Some of you may be familiar with the terms fabric computing, skinless servers, CMU's FAWN (Fast Array of Wimpy Nodes)  -- they all refer to the same phenomenon of creating a balanced system. Let me introduce the topic to level set.


What are Skinless Servers?
Imagine building an IT infrastructure for large-scale data analytics for Business Intelligence and data warehousing.  There are essentially two popular architecture models:
1) Light-weight Commodity Components (Scale Out):  Put together a large number of commodity servers with Direct Attached Storage (DAS). The software middleware layer is additionally required to virtualize the storage (similar to Google's Filesystem or Big Table), and schedule the tasks across the distributed system (similar to Hadoop).In short, there is no standard hardware-software bundling that is commercially available -- you need to have your own engineering teams similar to Facebook, Linkedin, and likes. 
2) Heavy-weight Commercial Hardware (Scale Up): Another approach that is likely to be followed by a Fortune 500 company is to leverage their existing IT investments in high-weight servers with a network-attached centralized storage fabric. Storage virtualization is using a commercial file-systems like IBM's GPFS, EMC's Islon, and likes. The data processing software is a commercial  BI technology such as Cognos, SAP, Greenplum, etc.  

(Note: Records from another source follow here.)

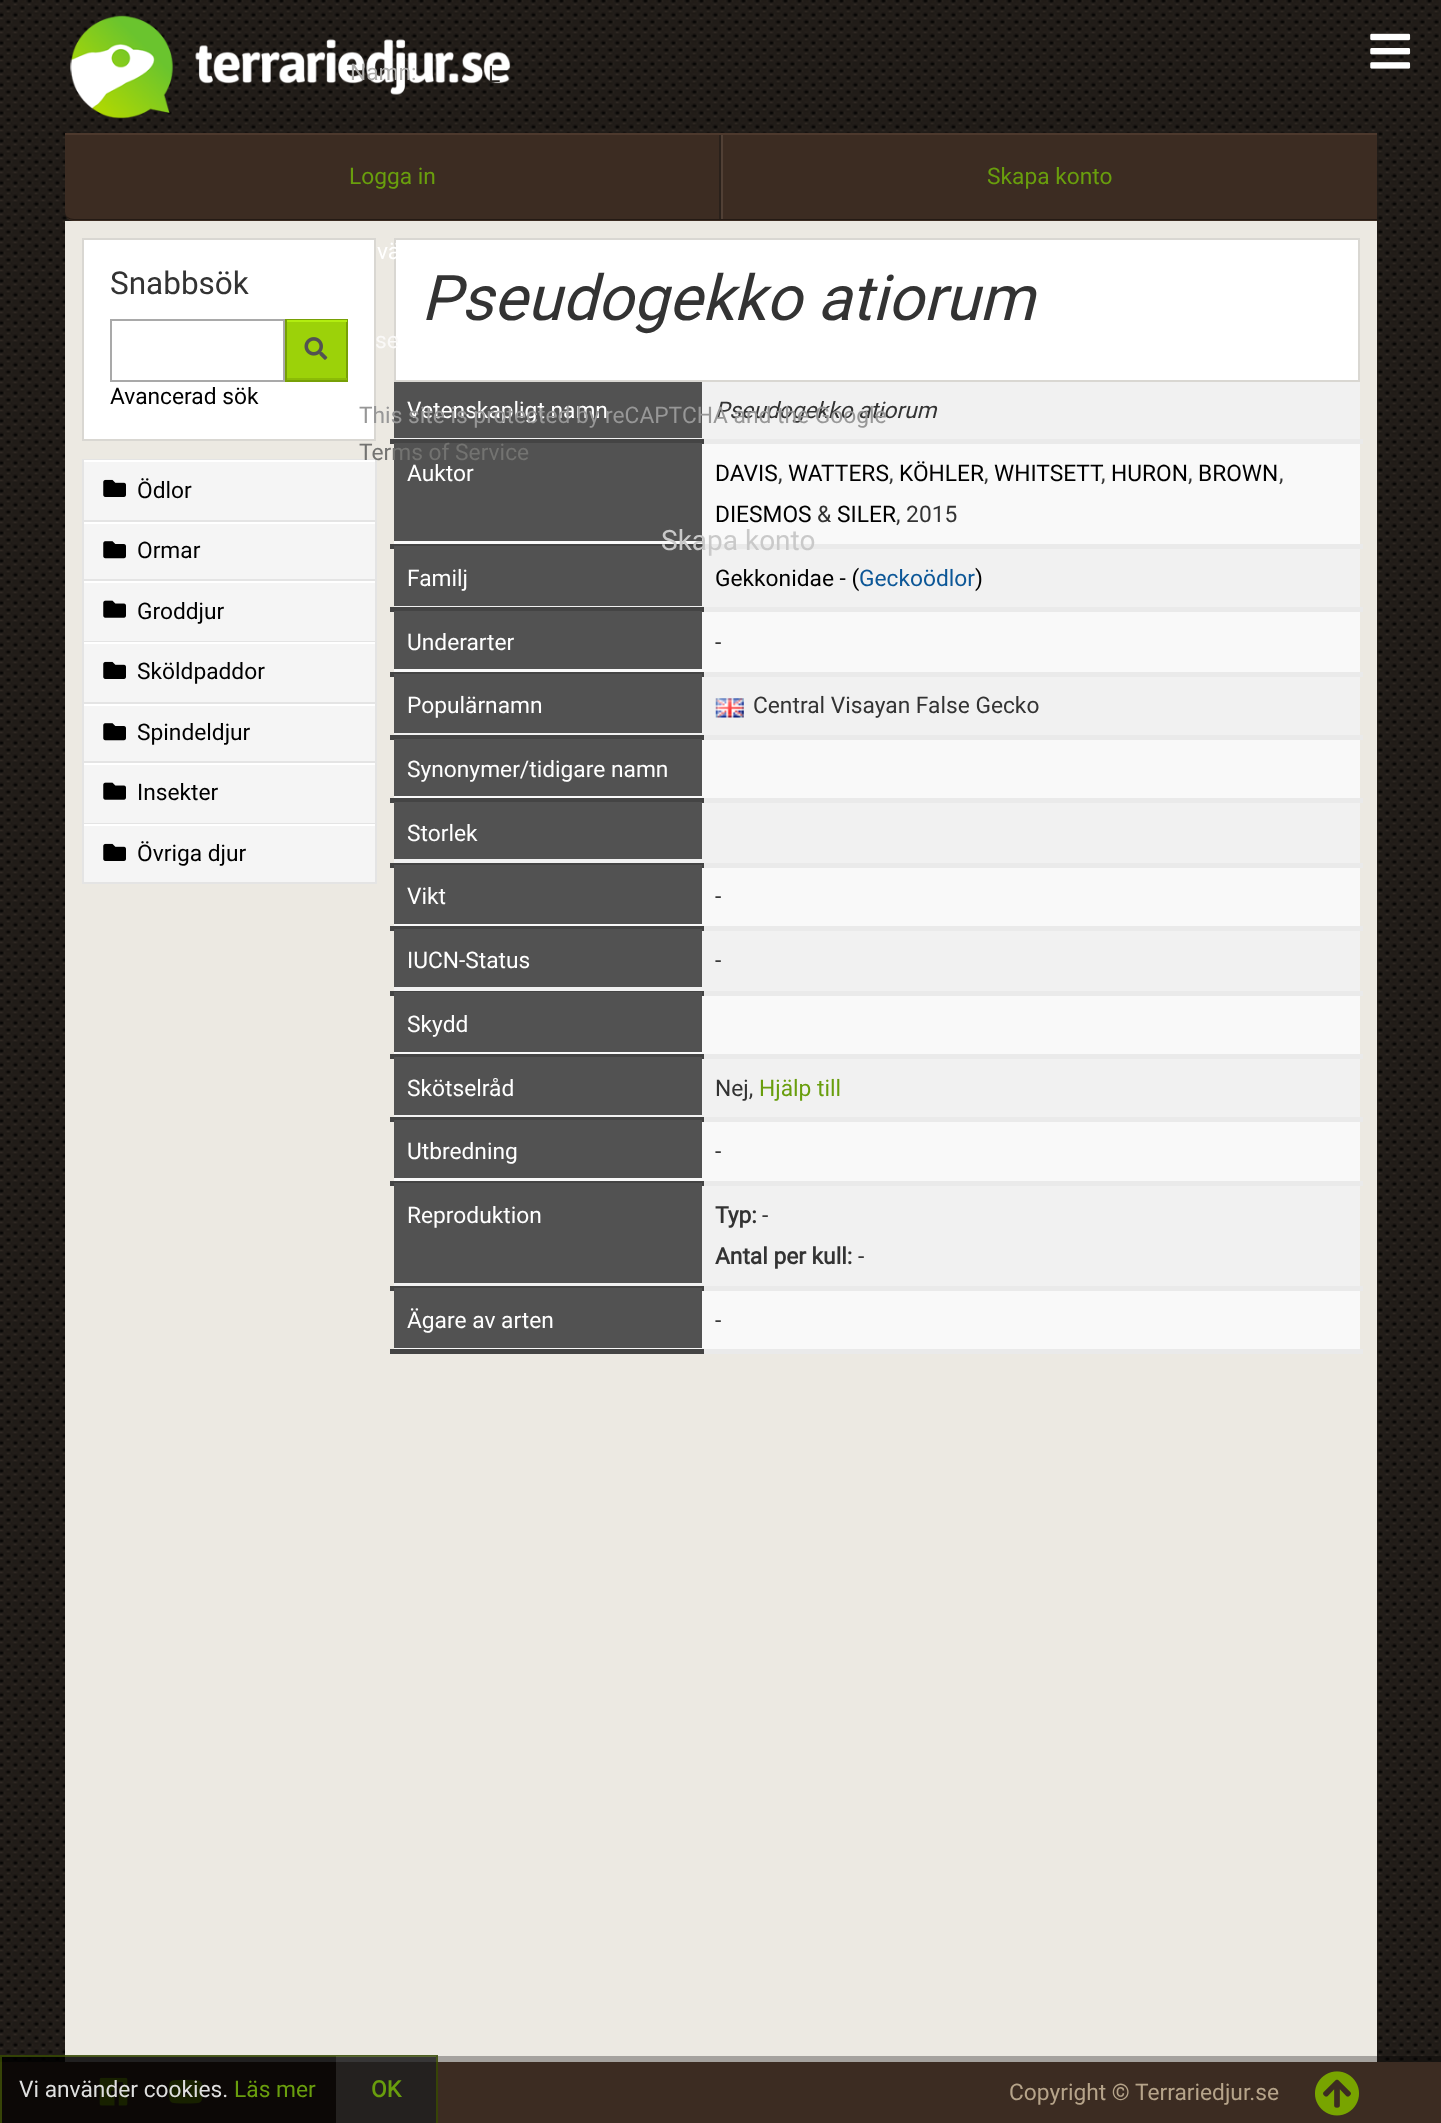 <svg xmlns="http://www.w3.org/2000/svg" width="1441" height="2123">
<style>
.a{font:22.75px Roboto;fill:#aeadab}
.b{font:22.75px Roboto;fill:#fff}
.c{font:22.75px Roboto;fill:#faf9f8}
.d{font:22.75px Roboto;fill:#737371}
.e{font:28px Roboto;fill:#c9c9c9}
.f{font:22.75px Roboto;fill:#2a2622}
.g{font:22.75px Roboto;fill:#699e0d}
.h{font:31.5px Roboto;fill:#333}
.i{font:22.75px Roboto;fill:#000}
.j{font:italic 63px Roboto;fill:#333}
.k{font:italic 22.75px Roboto;fill:#333}
.l{font:22.75px Roboto;fill:#979797}
.m{font:22.75px Roboto;fill:#333}
.n{font:22.75px Roboto;fill:#0c5797}
.o{font:bold 22.75px Roboto;fill:#333}
.p{font:22.75px Roboto;fill:#dfdfdf}
.q{font:bold 22.75px Roboto;fill:#699e0d}
.r{font:22.75px Roboto;fill:#b6a48a}
</style>
<rect width="100%" height="100%" fill="#211c17"/>
<image href="1.png" x="0" y="0" width="1440" height="2062"/>
<image href="2.png" x="1370" y="33" width="41" height="36"/>
<image href="3.png" x="70" y="15" width="441" height="104"/>
<path fill="#3c2c22" d="M65 133h1312v88h-1303c-5 0-9-4-9-9z"/>
<path fill="#4d392d" d="M65 133h1312v2H65z"/>
<path fill="#241a14" d="M1377 220v-1h-1303c-5 0-9-3-9-7c0 5 4 8 9 8z"/>
<path fill="#2a211b" d="M719 135h2v84H719z"/>
<path fill="#514035" d="M721 135h2v84H721z"/>
<path fill="#ece9e2" d="M65 221h1312v1841H65z"/>
<path fill="#fff" stroke="#d9d7d2" stroke-width="2" d="M83 239h292v201H83z"/>
<path fill="none" stroke="#a9a9a9" stroke-width="2" d="M111 320h173v61H111z"/>
<path fill="#9cd209" d="M287 322h59v56H287z"/>
<path fill="none" stroke="#77a006" stroke-width="2" d="M286 320h61v61H286z"/>
<path fill="#b2ed10" d="M287 320h60v2H287z"/>
<path fill="#8bbb07" d="M287 378h60v2H287z"/>
<image href="4.png" x="304" y="337" width="24" height="23"/>
<path fill="#e4e4e4" d="M82 459h294v1H82z"/>
<path fill="#f5f5f5" d="M84 462h291v58H84z"/>
<path fill="#fff" d="M82 460h294v2H82z"/>
<path fill="#e4e4e4" d="M375 460h2v62H375z"/>
<path fill="#e4e4e4" d="M82 520h294v2H82z"/>
<path fill="#e4e4e4" d="M82 460h2v62H82z"/>
<image href="5.png" x="103" y="479" width="23" height="18"/>
<path fill="#f5f5f5" d="M84 524h291v55H84z"/>
<path fill="#fff" d="M82 522h294v2H82z"/>
<path fill="#e4e4e4" d="M375 522h2v59H375z"/>
<path fill="#e4e4e4" d="M82 579h294v2H82z"/>
<path fill="#e4e4e4" d="M82 522h2v59H82z"/>
<image href="6.png" x="103" y="541" width="23" height="18"/>
<path fill="#f5f5f5" d="M84 583h291v58H84z"/>
<path fill="#fff" d="M82 581h294v2H82z"/>
<path fill="#e4e4e4" d="M375 581h2v61H375z"/>
<path fill="#e4e4e4" d="M82 641h294v1H82z"/>
<path fill="#e4e4e4" d="M82 581h2v61H82z"/>
<image href="7.png" x="103" y="600" width="23" height="18"/>
<path fill="#f5f5f5" d="M84 644h291v58H84z"/>
<path fill="#fff" d="M82 642h294v2H82z"/>
<path fill="#e4e4e4" d="M375 642h2v62H375z"/>
<path fill="#e4e4e4" d="M82 702h294v2H82z"/>
<path fill="#e4e4e4" d="M82 642h2v62H82z"/>
<image href="5.png" x="103" y="661" width="23" height="18"/>
<path fill="#f5f5f5" d="M84 706h291v55H84z"/>
<path fill="#fff" d="M82 704h294v2H82z"/>
<path fill="#e4e4e4" d="M375 704h2v59H375z"/>
<path fill="#e4e4e4" d="M82 761h294v2H82z"/>
<path fill="#e4e4e4" d="M82 704h2v59H82z"/>
<image href="6.png" x="103" y="723" width="23" height="18"/>
<path fill="#f5f5f5" d="M84 765h291v58H84z"/>
<path fill="#fff" d="M82 763h294v2H82z"/>
<path fill="#e4e4e4" d="M375 763h2v61H375z"/>
<path fill="#e4e4e4" d="M82 823h294v1H82z"/>
<path fill="#e4e4e4" d="M82 763h2v61H82z"/>
<image href="7.png" x="103" y="782" width="23" height="18"/>
<path fill="#f5f5f5" d="M84 826h291v56H84z"/>
<path fill="#fff" d="M82 824h294v2H82z"/>
<path fill="#e4e4e4" d="M375 824h2v60H375z"/>
<path fill="#e4e4e4" d="M82 882h294v2H82z"/>
<path fill="#e4e4e4" d="M82 824h2v60H82z"/>
<image href="5.png" x="103" y="843" width="23" height="18"/>
<path fill="#fff" stroke="#d9d7d2" stroke-width="2" d="M395 239h964v142H395z"/>
<path fill="#f1f1f1" d="M394 382h966v57H394z"/>
<path fill="#eaeaea" d="M698 439h665v5H698z"/>
<path fill="#444" d="M390 439h314v5H390z"/>
<path fill="#525252" d="M394 382h308v56H394z"/>
<path fill="#f9f9f9" d="M394 444h966v100H394z"/>
<path fill="#eaeaea" d="M698 544h665v5H698z"/>
<path fill="#444" d="M390 544h314v5H390z"/>
<path fill="#525252" d="M394 443h308v98H394z"/>
<path fill="#f1f1f1" d="M394 549h966v58H394z"/>
<path fill="#eaeaea" d="M698 607h665v5H698z"/>
<path fill="#444" d="M390 607h314v5H390z"/>
<path fill="#525252" d="M394 546h308v60H394z"/>
<path fill="#f9f9f9" d="M394 612h966v60H394z"/>
<path fill="#eaeaea" d="M698 672h665v5H698z"/>
<path fill="#444" d="M390 672h314v5H390z"/>
<path fill="#525252" d="M394 611h308v58H394z"/>
<path fill="#f1f1f1" d="M394 677h966v58H394z"/>
<path fill="#eaeaea" d="M698 735h665v5H698z"/>
<path fill="#444" d="M390 735h314v5H390z"/>
<path fill="#525252" d="M394 674h308v59H394z"/>
<image href="8.png" x="715" y="698" width="29" height="20"/>
<path fill="#f9f9f9" d="M394 740h966v58H394z"/>
<path fill="#eaeaea" d="M698 798h665v5H698z"/>
<path fill="#444" d="M390 798h314v5H390z"/>
<path fill="#525252" d="M394 739h308v57H394z"/>
<path fill="#f1f1f1" d="M394 803h966v60H394z"/>
<path fill="#eaeaea" d="M698 863h665v5H698z"/>
<path fill="#444" d="M390 863h314v5H390z"/>
<path fill="#525252" d="M394 802h308v57H394z"/>
<path fill="#f9f9f9" d="M394 868h966v58H394z"/>
<path fill="#eaeaea" d="M698 926h665v5H698z"/>
<path fill="#444" d="M390 926h314v5H390z"/>
<path fill="#525252" d="M394 865h308v59H394z"/>
<path fill="#f1f1f1" d="M394 931h966v60H394z"/>
<path fill="#eaeaea" d="M698 991h665v5H698z"/>
<path fill="#444" d="M390 991h314v5H390z"/>
<path fill="#525252" d="M394 929h308v58H394z"/>
<path fill="#f9f9f9" d="M394 996h966v58H394z"/>
<path fill="#eaeaea" d="M698 1054h665v5H698z"/>
<path fill="#444" d="M390 1054h314v5H390z"/>
<path fill="#525252" d="M394 992h308v60H394z"/>
<path fill="#f1f1f1" d="M394 1059h966v58H394z"/>
<path fill="#eaeaea" d="M698 1117h665v5H698z"/>
<path fill="#444" d="M390 1117h314v5H390z"/>
<path fill="#525252" d="M394 1057h308v58H394z"/>
<path fill="#f9f9f9" d="M394 1122h966v59H394z"/>
<path fill="#eaeaea" d="M698 1181h665v5H698z"/>
<path fill="#444" d="M390 1181h314v5H390z"/>
<path fill="#525252" d="M394 1120h308v58H394z"/>
<path fill="#f1f1f1" d="M394 1186h966v100H394z"/>
<path fill="#eaeaea" d="M698 1286h665v5H698z"/>
<path fill="#444" d="M390 1286h314v5H390z"/>
<path fill="#525252" d="M394 1183h308v100H394z"/>
<path fill="#f9f9f9" d="M394 1291h966v58H394z"/>
<path fill="#eaeaea" d="M698 1349h665v5H698z"/>
<path fill="#444" d="M390 1349h314v5H390z"/>
<path fill="#525252" d="M394 1288h308v60H394z"/>
<path fill="#0000004d" d="M0 2056h1441v6H0z"/>
<path fill="#3c2c22" d="M0 2062h1441v61H0z"/>
<image href="9.png" x="99" y="2077" width="29" height="29"/>
<image href="10.png" x="168" y="2079" width="35" height="25"/>
<path fill="#000000cc" d="M0 2055h438v68H0z"/>
<path fill="none" stroke="#9cd2094d" stroke-width="2" d="M1 2056h436v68H1z"/>
<path fill="#ffffff1a" d="M336 2056h100v67H336z"/>
<image href="11.png" x="1315" y="2071" width="44" height="45"/>
<text class="a" x="350" y="80">Namn:</text>
<text class="b" x="377" y="259">vä</text>
<text class="c" x="375" y="348">se</text>
<text class="d" x="359" y="460">Terms of Service</text>
<text class="e" x="661" y="550">Skapa konto</text>
<text class="f" x="488" y="82">L</text>
<text class="g" x="349" y="184">Logga in</text>
<text class="g" x="987" y="184">Skapa konto</text>
<text class="h" x="110" y="294">Snabbsök</text>
<text class="i" x="110" y="404">Avancerad sök</text>
<text class="i" x="137" y="498">Ödlor</text>
<text class="i" x="137" y="558">Ormar</text>
<text class="i" x="137" y="619">Groddjur</text>
<text class="i" x="137" y="679">Sköldpaddor</text>
<text class="i" x="137" y="740">Spindeldjur</text>
<text class="i" x="137" y="800">Insekter</text>
<text class="i" x="137" y="861">Övriga djur</text>
<text class="j" x="421" y="320">Pseudogekko atiorum</text>
<text class="b" x="407" y="418">Vetenskapligt namn</text>
<text class="k" x="715" y="418">Pseudogekko atiorum</text>
<text class="l" x="359" y="423">This site is protected by reCAPTCHA and the Google</text>
<text class="b" x="407" y="481">Auktor</text>
<text class="i" x="715" y="481">DAVIS</text>
<text class="m" x="778" y="481">,</text>
<text class="i" x="788" y="481">WATTERS</text>
<text class="m" x="889" y="481">,</text>
<text class="i" x="899" y="481">KÖHLER</text>
<text class="m" x="984" y="481">,</text>
<text class="i" x="994" y="481">WHITSETT</text>
<text class="i" x="1111" y="481">HURON</text>
<text class="i" x="1198" y="481">BROWN</text>
<text class="m" x="1101" y="481">,</text>
<text class="m" x="1188" y="481">,</text>
<text class="m" x="1279" y="481">,</text>
<text class="i" x="715" y="522">DIESMOS</text>
<text class="m" x="817" y="522">&amp;</text>
<text class="i" x="837" y="522">SILER</text>
<text class="m" x="896" y="522">, 2015</text>
<text class="b" x="407" y="586">Familj</text>
<text class="i" x="715" y="586">Gekkonidae - (</text>
<text class="n" x="859" y="586">Geckoödlor</text>
<text class="i" x="975" y="586">)</text>
<text class="b" x="407" y="650">Underarter</text>
<text class="m" x="715" y="650">-</text>
<text class="b" x="407" y="713">Populärnamn</text>
<text class="m" x="753" y="713">Central Visayan False Gecko</text>
<text class="b" x="407" y="777">Synonymer/tidigare namn</text>
<text class="b" x="407" y="841">Storlek</text>
<text class="b" x="407" y="904">Vikt</text>
<text class="m" x="715" y="904">-</text>
<text class="b" x="407" y="968">IUCN-Status</text>
<text class="m" x="715" y="968">-</text>
<text class="b" x="407" y="1032">Skydd</text>
<text class="b" x="407" y="1096">Skötselråd</text>
<text class="m" x="715" y="1096">Nej,</text>
<text class="g" x="759" y="1096">Hjälp till</text>
<text class="b" x="407" y="1159">Utbredning</text>
<text class="m" x="715" y="1159">-</text>
<text class="b" x="407" y="1223">Reproduktion</text>
<text class="o" x="715" y="1223">Typ:</text>
<text class="m" x="762" y="1223">-</text>
<text class="o" x="715" y="1264">Antal per kull:</text>
<text class="m" x="858" y="1264">-</text>
<text class="b" x="407" y="1328">Ägare av arten</text>
<text class="m" x="715" y="1328">-</text>
<text class="p" x="19" y="2097">Vi använder cookies.</text>
<text class="g" x="234" y="2097">Läs mer</text>
<text class="q" x="371" y="2097">OK</text>
<text class="r" x="1009" y="2100">Copyright © Terrariedjur.se</text>
</svg>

With Skinless Servers (this is my favorite to refer to this phenomenon), there is a third option in the mix. It is similar to the commodity scale out model (Bullet #1), but a more narrow CPU-Storage performance gap. In other words, use a lower power processor (even a mobile processor) with faster storage such as a SSD.  Additionally, you can imagine these individual low power nodes to be unreliable with high failure rates.

So where is the magic?

You essentially get a "balanced system" such that the CPU is not burning cycles waiting for storage, and the storage IOPS are closer to memory speeds by being 100 times faster. This combination has been shown to reduce power requirements (2 orders of magnitude)  and a better run-time performance for certain workloads. Also, the hardware components are cheap -- redundancy and fault tolerance are built in the software. The best reference for this work is in academia -- David Anderson's group at CMU. In summary, the magic is the power savings, reduced hardware costs, and infinite elasticity that one can gain by balancing the compute, memory, network, and IO bandwidths.


Some more insights
 There is a lot of startup activity in this space. The VCs are heavily investing in this space as the potential impact can be huge (think of being acquired for $2.2 B similar 3 Par). Skinless servers can change the way public and private clouds are put together -- the promise of reduced TCO due to power savings and cheaper hardware.  Another way to look at this trend is from the perspective of the big hardware and software vendors  -- instead of the Scale Up architecture (Bullet #2), they can now commercialize the commodity Scale Out model. 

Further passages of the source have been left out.